- What the task asks
Please copy every record below exactly, leaving out the pictures.

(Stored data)
______________________________

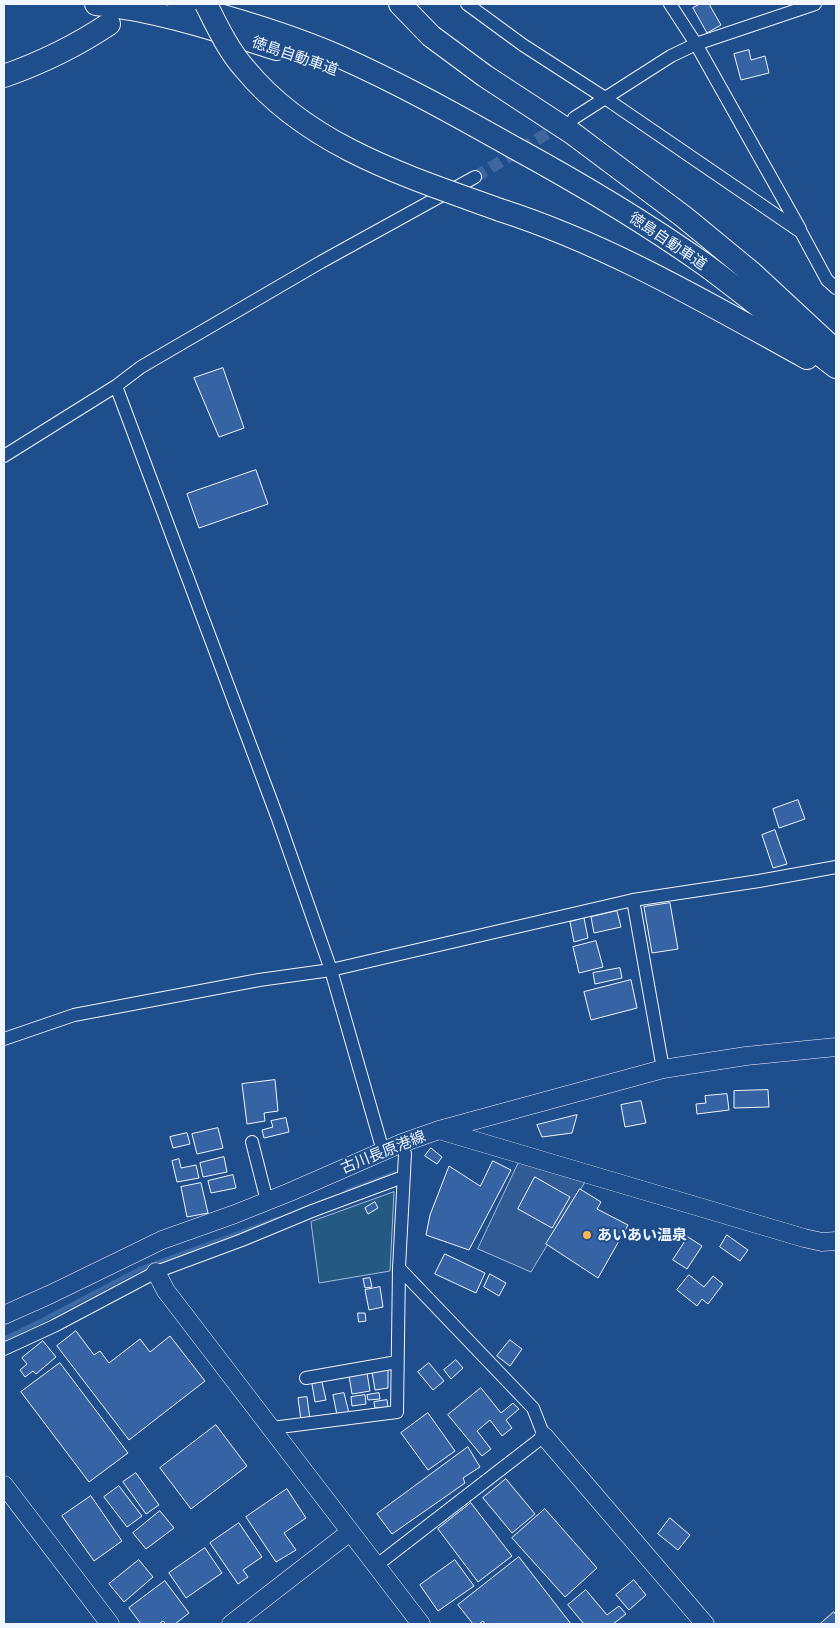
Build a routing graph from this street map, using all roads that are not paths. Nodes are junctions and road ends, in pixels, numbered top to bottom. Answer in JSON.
{"nodes":[{"id":1,"x":96,"y":4,"type":"edge"},
{"id":2,"x":206,"y":4,"type":"edge"},
{"id":3,"x":400,"y":4,"type":"edge"},
{"id":4,"x":467,"y":4,"type":"edge"},
{"id":5,"x":670,"y":4,"type":"edge"},
{"id":6,"x":815,"y":4,"type":"edge"},
{"id":7,"x":172,"y":10,"type":"edge"},
{"id":8,"x":109,"y":24,"type":"dead end"},
{"id":9,"x":696,"y":44,"type":"junction"},
{"id":10,"x":4,"y":76,"type":"edge"},
{"id":11,"x":605,"y":98,"type":"junction"},
{"id":12,"x":574,"y":118,"type":"tunnel mouth"},
{"id":13,"x":475,"y":177,"type":"tunnel mouth"},
{"id":14,"x":801,"y":232,"type":"junction"},
{"id":15,"x":836,"y":288,"type":"edge"},
{"id":16,"x":836,"y":351,"type":"edge"},
{"id":17,"x":836,"y":367,"type":"edge"},
{"id":18,"x":836,"y":374,"type":"edge"},
{"id":19,"x":116,"y":386,"type":"junction"},
{"id":20,"x":4,"y":456,"type":"edge"},
{"id":21,"x":836,"y":867,"type":"edge"},
{"id":22,"x":634,"y":900,"type":"junction"},
{"id":23,"x":331,"y":970,"type":"junction"},
{"id":24,"x":4,"y":1039,"type":"edge"},
{"id":25,"x":836,"y":1047,"type":"edge"},
{"id":26,"x":663,"y":1069,"type":"junction"},
{"id":27,"x":439,"y":1130,"type":"junction"},
{"id":28,"x":252,"y":1142,"type":"dead end"},
{"id":29,"x":402,"y":1143,"type":"junction"},
{"id":30,"x":383,"y":1151,"type":"junction"},
{"id":31,"x":403,"y":1177,"type":"junction"},
{"id":32,"x":267,"y":1201,"type":"junction"},
{"id":33,"x":836,"y":1241,"type":"edge"},
{"id":34,"x":399,"y":1268,"type":"junction"},
{"id":35,"x":156,"y":1272,"type":"junction"},
{"id":36,"x":4,"y":1314,"type":"edge"},
{"id":37,"x":4,"y":1349,"type":"edge"},
{"id":38,"x":397,"y":1362,"type":"junction"},
{"id":39,"x":306,"y":1378,"type":"dead end"},
{"id":40,"x":272,"y":1428,"type":"junction"},
{"id":41,"x":544,"y":1436,"type":"junction"},
{"id":42,"x":4,"y":1485,"type":"edge"},
{"id":43,"x":350,"y":1532,"type":"junction"},
{"id":44,"x":377,"y":1565,"type":"junction"},
{"id":45,"x":110,"y":1624,"type":"edge"},
{"id":46,"x":231,"y":1624,"type":"edge"},
{"id":47,"x":421,"y":1624,"type":"edge"},
{"id":48,"x":705,"y":1624,"type":"edge"}],
"edges":[{"from":1,"to":7,"type":"highway","name":"徳島自動車道"},
{"from":2,"to":18,"type":"highway","bridge":true},
{"from":3,"to":16,"type":"highway"},
{"from":4,"to":11,"type":"street"},
{"from":5,"to":9,"type":"street"},
{"from":6,"to":9,"type":"street"},
{"from":7,"to":17,"type":"highway","name":"徳島自動車道"},
{"from":8,"to":10,"type":"highway"},
{"from":9,"to":11,"type":"street"},
{"from":9,"to":14,"type":"street"},
{"from":11,"to":12,"type":"street"},
{"from":11,"to":14,"type":"street"},
{"from":13,"to":19,"type":"street"},
{"from":14,"to":15,"type":"street"},
{"from":19,"to":20,"type":"street"},
{"from":19,"to":23,"type":"street"},
{"from":21,"to":22,"type":"street"},
{"from":22,"to":23,"type":"street"},
{"from":22,"to":26,"type":"street"},
{"from":23,"to":24,"type":"street"},
{"from":23,"to":30,"type":"street"},
{"from":25,"to":26,"type":"street"},
{"from":26,"to":27,"type":"street"},
{"from":27,"to":29,"type":"street","name":"古川長原港線"},
{"from":27,"to":33,"type":"street","name":"古川長原港線"},
{"from":28,"to":32,"type":"street"},
{"from":29,"to":30,"type":"street","name":"古川長原港線"},
{"from":29,"to":31,"type":"street"},
{"from":30,"to":32,"type":"street","name":"古川長原港線"},
{"from":31,"to":34,"type":"street"},
{"from":31,"to":35,"type":"street"},
{"from":32,"to":36,"type":"street","name":"古川長原港線"},
{"from":34,"to":38,"type":"street"},
{"from":34,"to":41,"type":"street"},
{"from":35,"to":37,"type":"street"},
{"from":35,"to":40,"type":"street"},
{"from":38,"to":39,"type":"street"},
{"from":38,"to":40,"type":"street"},
{"from":40,"to":43,"type":"street"},
{"from":41,"to":44,"type":"street"},
{"from":41,"to":48,"type":"street"},
{"from":42,"to":45,"type":"street"},
{"from":43,"to":44,"type":"street"},
{"from":43,"to":46,"type":"street"},
{"from":44,"to":47,"type":"street"}]}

______________________________

- Response to the task
Build a routing graph from this street map, using all roads that are not paths. Nodes are junctions and road ends, in pixels, numbered top to bottom. Answer in JSON.
{"nodes":[{"id":1,"x":96,"y":4,"type":"edge"},
{"id":2,"x":206,"y":4,"type":"edge"},
{"id":3,"x":400,"y":4,"type":"edge"},
{"id":4,"x":467,"y":4,"type":"edge"},
{"id":5,"x":670,"y":4,"type":"edge"},
{"id":6,"x":815,"y":4,"type":"edge"},
{"id":7,"x":172,"y":10,"type":"edge"},
{"id":8,"x":109,"y":24,"type":"dead end"},
{"id":9,"x":696,"y":44,"type":"junction"},
{"id":10,"x":4,"y":76,"type":"edge"},
{"id":11,"x":605,"y":98,"type":"junction"},
{"id":12,"x":574,"y":118,"type":"tunnel mouth"},
{"id":13,"x":475,"y":177,"type":"tunnel mouth"},
{"id":14,"x":801,"y":232,"type":"junction"},
{"id":15,"x":836,"y":288,"type":"edge"},
{"id":16,"x":836,"y":351,"type":"edge"},
{"id":17,"x":836,"y":367,"type":"edge"},
{"id":18,"x":836,"y":374,"type":"edge"},
{"id":19,"x":116,"y":386,"type":"junction"},
{"id":20,"x":4,"y":456,"type":"edge"},
{"id":21,"x":836,"y":867,"type":"edge"},
{"id":22,"x":634,"y":900,"type":"junction"},
{"id":23,"x":331,"y":970,"type":"junction"},
{"id":24,"x":4,"y":1039,"type":"edge"},
{"id":25,"x":836,"y":1047,"type":"edge"},
{"id":26,"x":663,"y":1069,"type":"junction"},
{"id":27,"x":439,"y":1130,"type":"junction"},
{"id":28,"x":252,"y":1142,"type":"dead end"},
{"id":29,"x":402,"y":1143,"type":"junction"},
{"id":30,"x":383,"y":1151,"type":"junction"},
{"id":31,"x":403,"y":1177,"type":"junction"},
{"id":32,"x":267,"y":1201,"type":"junction"},
{"id":33,"x":836,"y":1241,"type":"edge"},
{"id":34,"x":399,"y":1268,"type":"junction"},
{"id":35,"x":156,"y":1272,"type":"junction"},
{"id":36,"x":4,"y":1314,"type":"edge"},
{"id":37,"x":4,"y":1349,"type":"edge"},
{"id":38,"x":397,"y":1362,"type":"junction"},
{"id":39,"x":306,"y":1378,"type":"dead end"},
{"id":40,"x":272,"y":1428,"type":"junction"},
{"id":41,"x":544,"y":1436,"type":"junction"},
{"id":42,"x":4,"y":1485,"type":"edge"},
{"id":43,"x":350,"y":1532,"type":"junction"},
{"id":44,"x":377,"y":1565,"type":"junction"},
{"id":45,"x":110,"y":1624,"type":"edge"},
{"id":46,"x":231,"y":1624,"type":"edge"},
{"id":47,"x":421,"y":1624,"type":"edge"},
{"id":48,"x":705,"y":1624,"type":"edge"}],
"edges":[{"from":1,"to":7,"type":"highway","name":"徳島自動車道"},
{"from":2,"to":18,"type":"highway","bridge":true},
{"from":3,"to":16,"type":"highway"},
{"from":4,"to":11,"type":"street"},
{"from":5,"to":9,"type":"street"},
{"from":6,"to":9,"type":"street"},
{"from":7,"to":17,"type":"highway","name":"徳島自動車道"},
{"from":8,"to":10,"type":"highway"},
{"from":9,"to":11,"type":"street"},
{"from":9,"to":14,"type":"street"},
{"from":11,"to":12,"type":"street"},
{"from":11,"to":14,"type":"street"},
{"from":13,"to":19,"type":"street"},
{"from":14,"to":15,"type":"street"},
{"from":19,"to":20,"type":"street"},
{"from":19,"to":23,"type":"street"},
{"from":21,"to":22,"type":"street"},
{"from":22,"to":23,"type":"street"},
{"from":22,"to":26,"type":"street"},
{"from":23,"to":24,"type":"street"},
{"from":23,"to":30,"type":"street"},
{"from":25,"to":26,"type":"street"},
{"from":26,"to":27,"type":"street"},
{"from":27,"to":29,"type":"street","name":"古川長原港線"},
{"from":27,"to":33,"type":"street","name":"古川長原港線"},
{"from":28,"to":32,"type":"street"},
{"from":29,"to":30,"type":"street","name":"古川長原港線"},
{"from":29,"to":31,"type":"street"},
{"from":30,"to":32,"type":"street","name":"古川長原港線"},
{"from":31,"to":34,"type":"street"},
{"from":31,"to":35,"type":"street"},
{"from":32,"to":36,"type":"street","name":"古川長原港線"},
{"from":34,"to":38,"type":"street"},
{"from":34,"to":41,"type":"street"},
{"from":35,"to":37,"type":"street"},
{"from":35,"to":40,"type":"street"},
{"from":38,"to":39,"type":"street"},
{"from":38,"to":40,"type":"street"},
{"from":40,"to":43,"type":"street"},
{"from":41,"to":44,"type":"street"},
{"from":41,"to":48,"type":"street"},
{"from":42,"to":45,"type":"street"},
{"from":43,"to":44,"type":"street"},
{"from":43,"to":46,"type":"street"},
{"from":44,"to":47,"type":"street"}]}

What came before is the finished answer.